▶

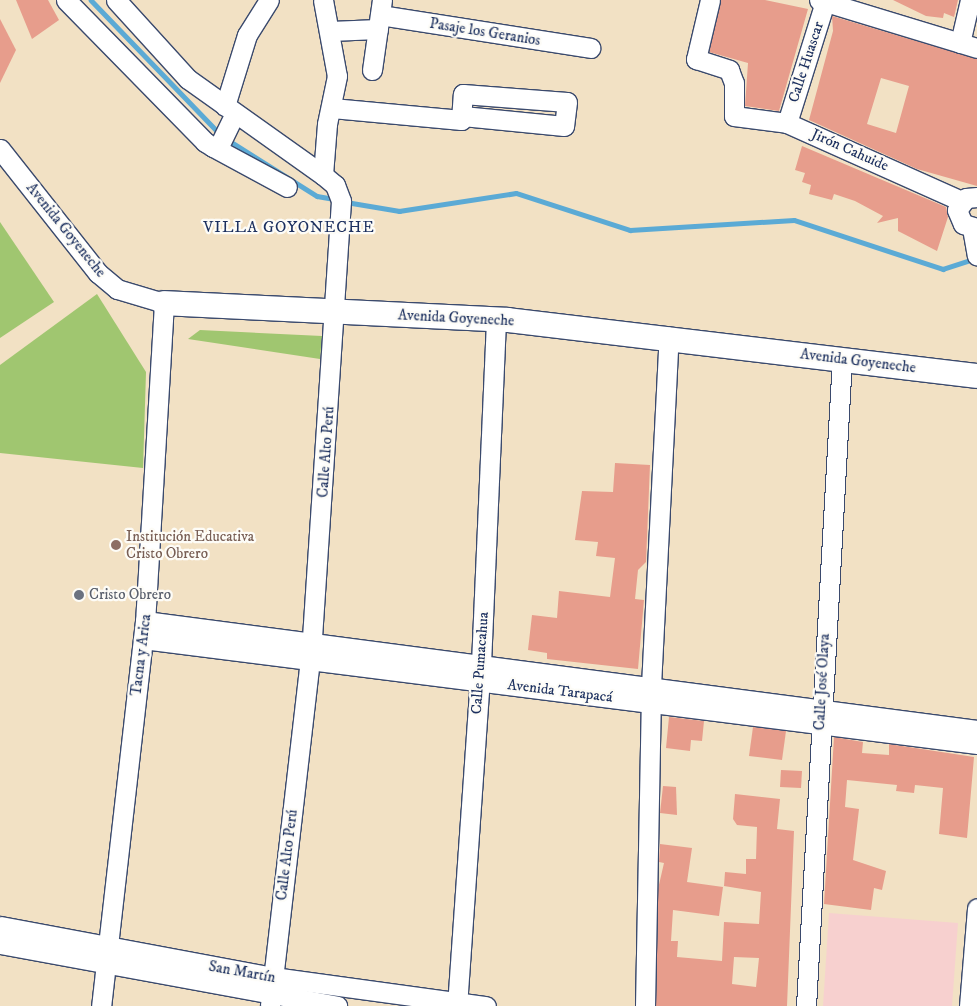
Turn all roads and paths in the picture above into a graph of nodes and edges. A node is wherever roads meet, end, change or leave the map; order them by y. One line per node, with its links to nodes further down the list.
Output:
1 (66, 0): 17 (street)
2 (116, 0): 17 (street)
3 (323, 0): 10 (street, Calle Alto Perú)
4 (710, 0): 16 (street, Jirón Cahuide)
5 (970, 0): 11 (street)
6 (822, 1): 8 (street); 16 (street, Calle Huascar)
7 (264, 2): 17 (street)
8 (864, 6): 11 (street)
9 (380, 15): 10 (street, Pasaje los Geranios); 12 (street, Pasaje los Geranios); 13 (street)
10 (330, 31): 14 (street, Calle Alto Perú)
11 (969, 45)
12 (590, 48)
13 (372, 70)
14 (332, 108): 15 (street); 19 (street, Calle Alto Perú)
15 (462, 116): 15 (street)
16 (787, 123): 21 (street, Jirón Cahuide)
17 (224, 128): 19 (street); 20 (street)
18 (0, 149): 23 (street, Avenida Goyeneche)
19 (329, 180): 24 (street, Calle Alto Perú)
20 (287, 187)
21 (969, 199): 22 (street)
22 (975, 240)
23 (164, 303): 24 (main road, Avenida Goyeneche); 29 (street, Tacna y Arica)
24 (336, 312): 25 (main road, Avenida Goyeneche); 30 (street, Calle Alto Perú)
25 (496, 320): 26 (main road, Avenida Goyeneche); 31 (street, Calle Pumacahua)
26 (670, 336): 27 (main road, Avenida Goyeneche); 32 (street)
27 (842, 359): 28 (main road, Avenida Goyeneche); 33 (street, Calle José Olaya)
28 (977, 376)
29 (144, 630): 30 (street, Avenida Tarapacá); 39 (street, Tacna y Arica)
30 (311, 651): 31 (street, Avenida Tarapacá); 40 (street, Calle Alto Perú)
31 (480, 672): 32 (street, Avenida Tarapacá); 42 (street, Calle Pumacahua)
32 (651, 694): 33 (street, Avenida Tarapacá); 46 (street)
33 (820, 715): 34 (street, Avenida Tarapacá); 35 (street, Avenida Tarapacá); 47 (street, Calle José Olaya)
34 (977, 730)
35 (977, 744)
36 (977, 908): 48 (street)
37 (0, 926): 39 (street, San Martín)
38 (0, 944): 39 (street, San Martín)
39 (108, 956): 40 (street, San Martín); 43 (street, Tacna y Arica)
40 (272, 993): 41 (street, San Martín); 44 (street, San Martín)
41 (400, 1001): 42 (street, San Martín)
42 (457, 1004): 45 (street, San Martín)
43 (102, 1006)
44 (338, 1006)
45 (486, 1006)
46 (645, 1006)
47 (806, 1006)
48 (968, 1006)

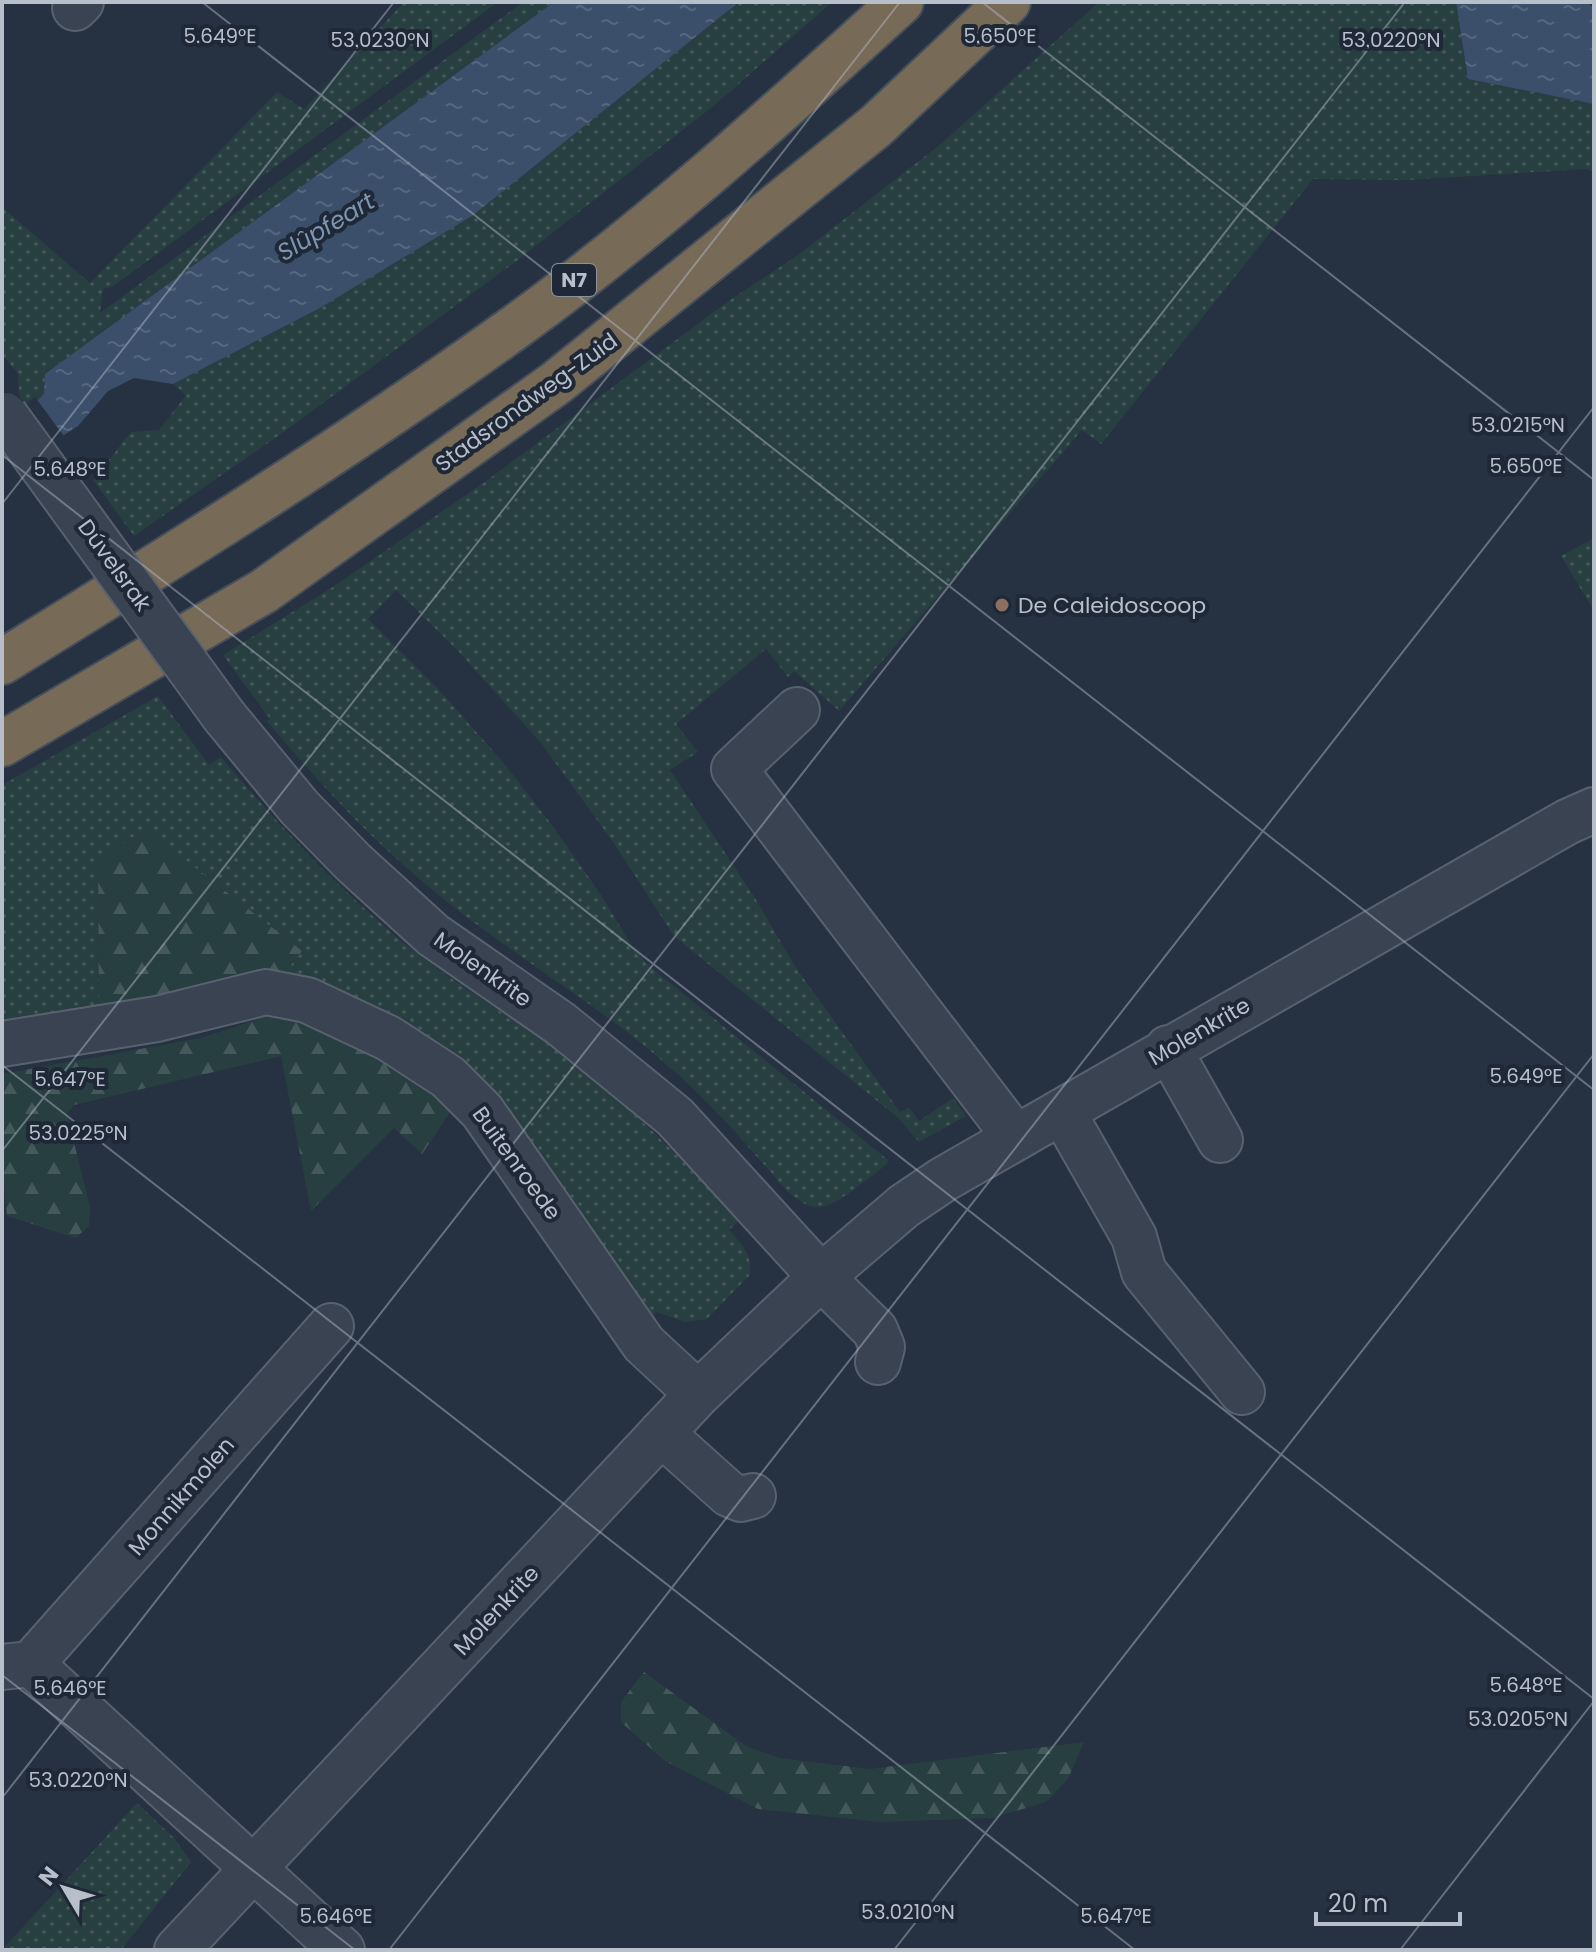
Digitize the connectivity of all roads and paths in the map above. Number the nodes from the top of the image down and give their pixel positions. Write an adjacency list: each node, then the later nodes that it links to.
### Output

◀

• _Directions for this task_
Show the lines of the records that include the string "above".

• _Answer box_
Turn all roads and paths in the picture above into a graph of nodes and edges. A node is wherever roads meet, end, change or leave the map; order them by y. One line per node, with its links to nodes further down the list.
Digitize the connectivity of all roads and paths in the map above. Number the nodes from the top of the image down and give their pixel positions. Write an adjacency list: each node, then the later nodes that it links to.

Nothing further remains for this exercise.